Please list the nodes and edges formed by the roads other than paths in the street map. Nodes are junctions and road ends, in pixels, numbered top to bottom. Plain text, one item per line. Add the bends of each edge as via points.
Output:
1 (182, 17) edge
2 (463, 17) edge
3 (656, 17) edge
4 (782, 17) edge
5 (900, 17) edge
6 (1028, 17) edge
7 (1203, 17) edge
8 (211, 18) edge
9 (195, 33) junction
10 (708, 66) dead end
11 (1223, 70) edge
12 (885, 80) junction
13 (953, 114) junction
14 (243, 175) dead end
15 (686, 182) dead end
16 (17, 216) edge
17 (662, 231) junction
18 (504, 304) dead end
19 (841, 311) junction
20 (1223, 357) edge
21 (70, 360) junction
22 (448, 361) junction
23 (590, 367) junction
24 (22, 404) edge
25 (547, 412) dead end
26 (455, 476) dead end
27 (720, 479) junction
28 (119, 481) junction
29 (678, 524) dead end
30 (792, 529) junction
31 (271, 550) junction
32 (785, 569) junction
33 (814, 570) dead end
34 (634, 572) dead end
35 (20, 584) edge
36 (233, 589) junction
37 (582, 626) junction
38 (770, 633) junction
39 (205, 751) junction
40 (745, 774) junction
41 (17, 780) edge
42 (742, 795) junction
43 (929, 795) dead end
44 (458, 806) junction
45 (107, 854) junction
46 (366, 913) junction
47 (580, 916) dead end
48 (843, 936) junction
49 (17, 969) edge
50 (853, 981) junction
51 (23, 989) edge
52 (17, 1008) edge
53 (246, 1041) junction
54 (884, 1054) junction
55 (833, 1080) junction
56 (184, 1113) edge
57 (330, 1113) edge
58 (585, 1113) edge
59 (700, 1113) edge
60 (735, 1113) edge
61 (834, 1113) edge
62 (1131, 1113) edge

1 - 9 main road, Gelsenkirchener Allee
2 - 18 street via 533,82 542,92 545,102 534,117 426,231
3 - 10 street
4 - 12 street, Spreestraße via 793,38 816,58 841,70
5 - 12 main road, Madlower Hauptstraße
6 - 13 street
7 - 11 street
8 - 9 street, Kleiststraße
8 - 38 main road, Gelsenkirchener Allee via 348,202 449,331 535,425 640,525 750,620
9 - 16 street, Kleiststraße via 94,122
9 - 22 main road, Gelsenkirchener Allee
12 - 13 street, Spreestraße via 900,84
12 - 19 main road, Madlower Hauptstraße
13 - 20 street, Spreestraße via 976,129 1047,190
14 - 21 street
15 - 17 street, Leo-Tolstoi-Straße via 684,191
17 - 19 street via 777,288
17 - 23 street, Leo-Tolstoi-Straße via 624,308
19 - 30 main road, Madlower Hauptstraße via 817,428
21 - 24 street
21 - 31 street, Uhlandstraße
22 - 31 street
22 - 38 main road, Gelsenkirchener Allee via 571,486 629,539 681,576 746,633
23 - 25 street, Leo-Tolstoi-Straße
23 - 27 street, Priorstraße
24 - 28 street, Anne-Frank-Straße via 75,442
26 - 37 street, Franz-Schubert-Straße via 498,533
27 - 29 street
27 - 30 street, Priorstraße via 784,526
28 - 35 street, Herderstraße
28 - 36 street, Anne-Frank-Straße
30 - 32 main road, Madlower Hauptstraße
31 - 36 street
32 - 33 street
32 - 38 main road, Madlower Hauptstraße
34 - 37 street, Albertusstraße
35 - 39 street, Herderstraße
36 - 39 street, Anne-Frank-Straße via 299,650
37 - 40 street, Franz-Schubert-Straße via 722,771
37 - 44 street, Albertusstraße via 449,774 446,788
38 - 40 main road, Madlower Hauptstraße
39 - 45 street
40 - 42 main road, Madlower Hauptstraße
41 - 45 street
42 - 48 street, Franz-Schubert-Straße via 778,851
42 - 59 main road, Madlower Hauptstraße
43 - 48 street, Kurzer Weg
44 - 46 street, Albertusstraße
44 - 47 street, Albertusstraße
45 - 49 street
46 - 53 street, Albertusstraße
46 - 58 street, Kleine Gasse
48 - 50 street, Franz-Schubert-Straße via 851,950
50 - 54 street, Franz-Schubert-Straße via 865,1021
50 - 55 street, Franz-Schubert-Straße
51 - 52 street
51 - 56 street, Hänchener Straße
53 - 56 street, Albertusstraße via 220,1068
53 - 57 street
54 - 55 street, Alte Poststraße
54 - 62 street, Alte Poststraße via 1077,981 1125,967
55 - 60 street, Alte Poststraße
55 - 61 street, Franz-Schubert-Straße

◇ ◇ ◇ ◇ ◇

Exercise instructions | Write the entries out once more, exactly as they appear.

Finished task |
Please list the nodes and edges formed by the roads other than paths in the street map. Nodes are junctions and road ends, in pixels, numbered top to bottom. Plain text, one item per line. Add the bends of each edge as via points.
Output:
1 (182, 17) edge
2 (463, 17) edge
3 (656, 17) edge
4 (782, 17) edge
5 (900, 17) edge
6 (1028, 17) edge
7 (1203, 17) edge
8 (211, 18) edge
9 (195, 33) junction
10 (708, 66) dead end
11 (1223, 70) edge
12 (885, 80) junction
13 (953, 114) junction
14 (243, 175) dead end
15 (686, 182) dead end
16 (17, 216) edge
17 (662, 231) junction
18 (504, 304) dead end
19 (841, 311) junction
20 (1223, 357) edge
21 (70, 360) junction
22 (448, 361) junction
23 (590, 367) junction
24 (22, 404) edge
25 (547, 412) dead end
26 (455, 476) dead end
27 (720, 479) junction
28 (119, 481) junction
29 (678, 524) dead end
30 (792, 529) junction
31 (271, 550) junction
32 (785, 569) junction
33 (814, 570) dead end
34 (634, 572) dead end
35 (20, 584) edge
36 (233, 589) junction
37 (582, 626) junction
38 (770, 633) junction
39 (205, 751) junction
40 (745, 774) junction
41 (17, 780) edge
42 (742, 795) junction
43 (929, 795) dead end
44 (458, 806) junction
45 (107, 854) junction
46 (366, 913) junction
47 (580, 916) dead end
48 (843, 936) junction
49 (17, 969) edge
50 (853, 981) junction
51 (23, 989) edge
52 (17, 1008) edge
53 (246, 1041) junction
54 (884, 1054) junction
55 (833, 1080) junction
56 (184, 1113) edge
57 (330, 1113) edge
58 (585, 1113) edge
59 (700, 1113) edge
60 (735, 1113) edge
61 (834, 1113) edge
62 (1131, 1113) edge

1 - 9 main road, Gelsenkirchener Allee
2 - 18 street via 533,82 542,92 545,102 534,117 426,231
3 - 10 street
4 - 12 street, Spreestraße via 793,38 816,58 841,70
5 - 12 main road, Madlower Hauptstraße
6 - 13 street
7 - 11 street
8 - 9 street, Kleiststraße
8 - 38 main road, Gelsenkirchener Allee via 348,202 449,331 535,425 640,525 750,620
9 - 16 street, Kleiststraße via 94,122
9 - 22 main road, Gelsenkirchener Allee
12 - 13 street, Spreestraße via 900,84
12 - 19 main road, Madlower Hauptstraße
13 - 20 street, Spreestraße via 976,129 1047,190
14 - 21 street
15 - 17 street, Leo-Tolstoi-Straße via 684,191
17 - 19 street via 777,288
17 - 23 street, Leo-Tolstoi-Straße via 624,308
19 - 30 main road, Madlower Hauptstraße via 817,428
21 - 24 street
21 - 31 street, Uhlandstraße
22 - 31 street
22 - 38 main road, Gelsenkirchener Allee via 571,486 629,539 681,576 746,633
23 - 25 street, Leo-Tolstoi-Straße
23 - 27 street, Priorstraße
24 - 28 street, Anne-Frank-Straße via 75,442
26 - 37 street, Franz-Schubert-Straße via 498,533
27 - 29 street
27 - 30 street, Priorstraße via 784,526
28 - 35 street, Herderstraße
28 - 36 street, Anne-Frank-Straße
30 - 32 main road, Madlower Hauptstraße
31 - 36 street
32 - 33 street
32 - 38 main road, Madlower Hauptstraße
34 - 37 street, Albertusstraße
35 - 39 street, Herderstraße
36 - 39 street, Anne-Frank-Straße via 299,650
37 - 40 street, Franz-Schubert-Straße via 722,771
37 - 44 street, Albertusstraße via 449,774 446,788
38 - 40 main road, Madlower Hauptstraße
39 - 45 street
40 - 42 main road, Madlower Hauptstraße
41 - 45 street
42 - 48 street, Franz-Schubert-Straße via 778,851
42 - 59 main road, Madlower Hauptstraße
43 - 48 street, Kurzer Weg
44 - 46 street, Albertusstraße
44 - 47 street, Albertusstraße
45 - 49 street
46 - 53 street, Albertusstraße
46 - 58 street, Kleine Gasse
48 - 50 street, Franz-Schubert-Straße via 851,950
50 - 54 street, Franz-Schubert-Straße via 865,1021
50 - 55 street, Franz-Schubert-Straße
51 - 52 street
51 - 56 street, Hänchener Straße
53 - 56 street, Albertusstraße via 220,1068
53 - 57 street
54 - 55 street, Alte Poststraße
54 - 62 street, Alte Poststraße via 1077,981 1125,967
55 - 60 street, Alte Poststraße
55 - 61 street, Franz-Schubert-Straße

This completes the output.